Show every line below where "JEAN" appears.

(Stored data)
--- --- ---

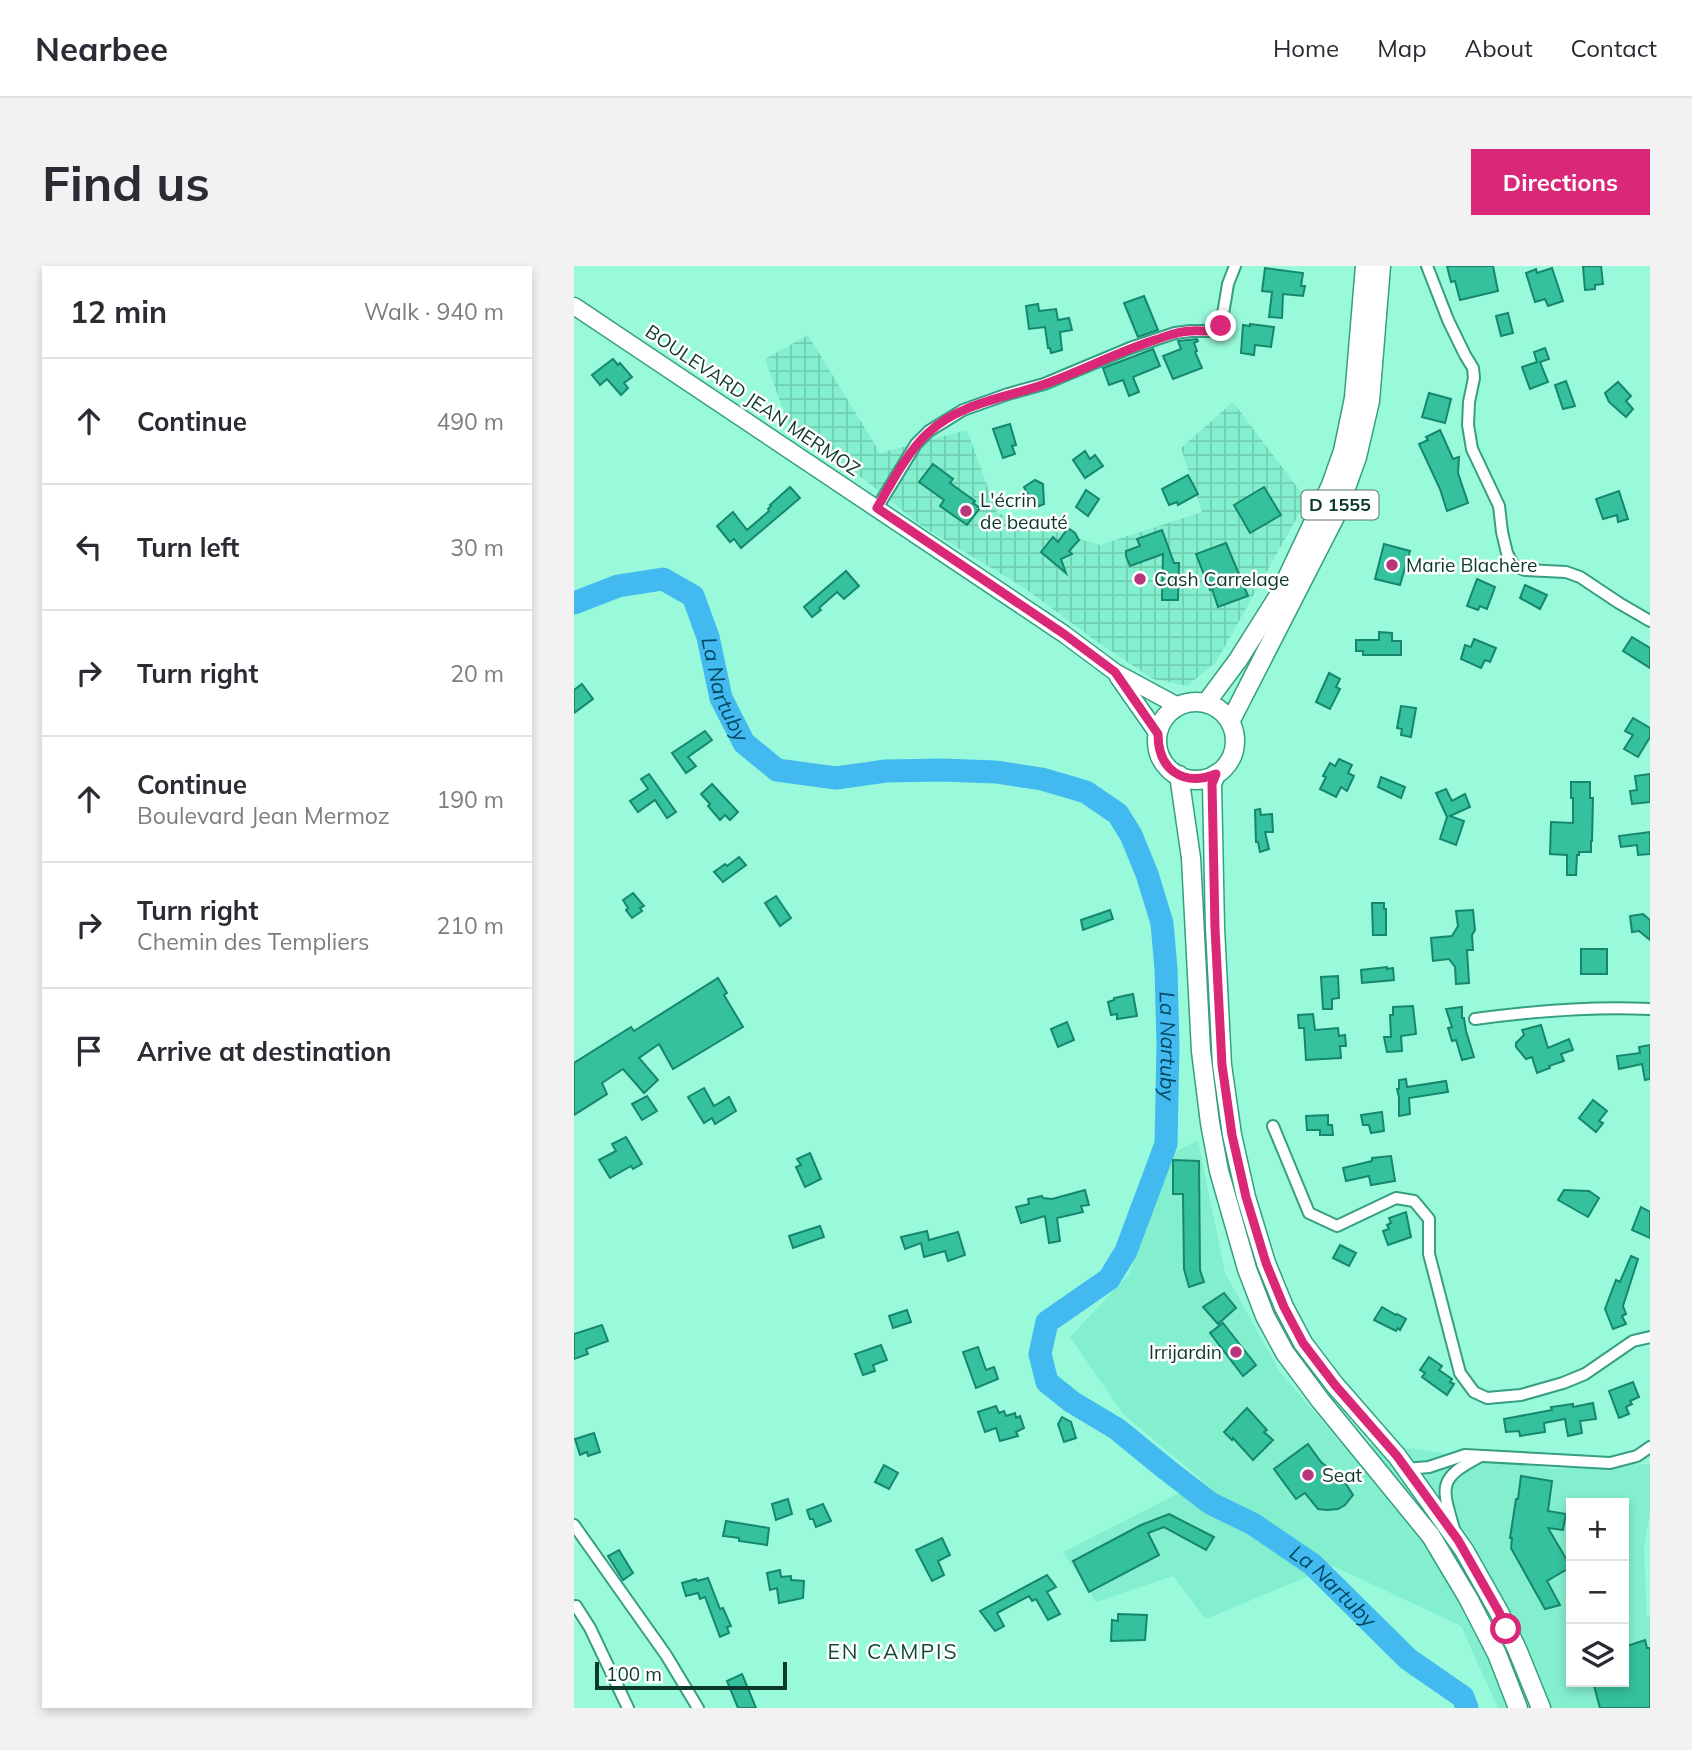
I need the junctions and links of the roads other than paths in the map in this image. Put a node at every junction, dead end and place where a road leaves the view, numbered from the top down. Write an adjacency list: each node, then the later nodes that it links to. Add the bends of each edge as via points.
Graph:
1 (1234, 266): 6 (street, via 1221,326 1130,348 1044,384 963,410 916,444)
2 (1365, 266): 9 (main road, D 1555, via 1354,398 1331,485 1279,595)
3 (1381, 266): 11 (main road, D 1555, via 1370,401 1357,457 1337,513)
4 (1427, 266): 7 (street, via 1473,368 1468,425 1472,449 1499,506 1504,543 1513,565 1580,577)
5 (574, 306): 6 (main road, BOULEVARD JEAN MERMOZ)
6 (877, 508): 8 (main road, BOULEVARD JEAN MERMOZ)
7 (1650, 621)
8 (1115, 672): 10 (main road, BOULEVARD JEAN MERMOZ); 12 (main road, BOULEVARD JEAN MERMOZ)
9 (1206, 703): 10 (main road); 11 (main road)
10 (1178, 706): 12 (main road, via 1168,713)
11 (1230, 722): 13 (main road, via 1235,745 1232,756)
12 (1158, 734): 14 (main road, via 1162,758)
13 (1216, 774): 14 (main road, via 1204,779); 21 (main road, via 1212,784 1213,854 1222,1065 1246,1197 1266,1263 1303,1343)
14 (1179, 775): 27 (main road, via 1191,858 1201,1051 1210,1123 1247,1269 1285,1353 1431,1536 1497,1654)
15 (1650, 1009): 16 (street, via 1537,1011)
16 (1475, 1019)
17 (1273, 1126): 18 (street, via 1309,1213 1337,1226 1396,1198 1414,1200 1429,1219 1429,1254 1460,1373 1474,1392 1487,1398 1521,1395 1563,1383 1585,1374 1633,1341)
18 (1650, 1337)
19 (1650, 1447): 20 (street, via 1637,1456 1610,1463)
20 (1481, 1456): 21 (street, via 1465,1455); 23 (street, via 1460,1467 1447,1483 1446,1500)
21 (1406, 1469): 23 (main road)
22 (574, 1525): 26 (street)
23 (1458, 1540): 28 (main road, via 1499,1612)
24 (576, 1606): 25 (street)
25 (628, 1708)
26 (698, 1708)
27 (1518, 1708)
28 (1541, 1708)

--- --- ---

SOLUTION FOR THIS TASK:
5 (574, 306): 6 (main road, BOULEVARD JEAN MERMOZ)
6 (877, 508): 8 (main road, BOULEVARD JEAN MERMOZ)
8 (1115, 672): 10 (main road, BOULEVARD JEAN MERMOZ); 12 (main road, BOULEVARD JEAN MERMOZ)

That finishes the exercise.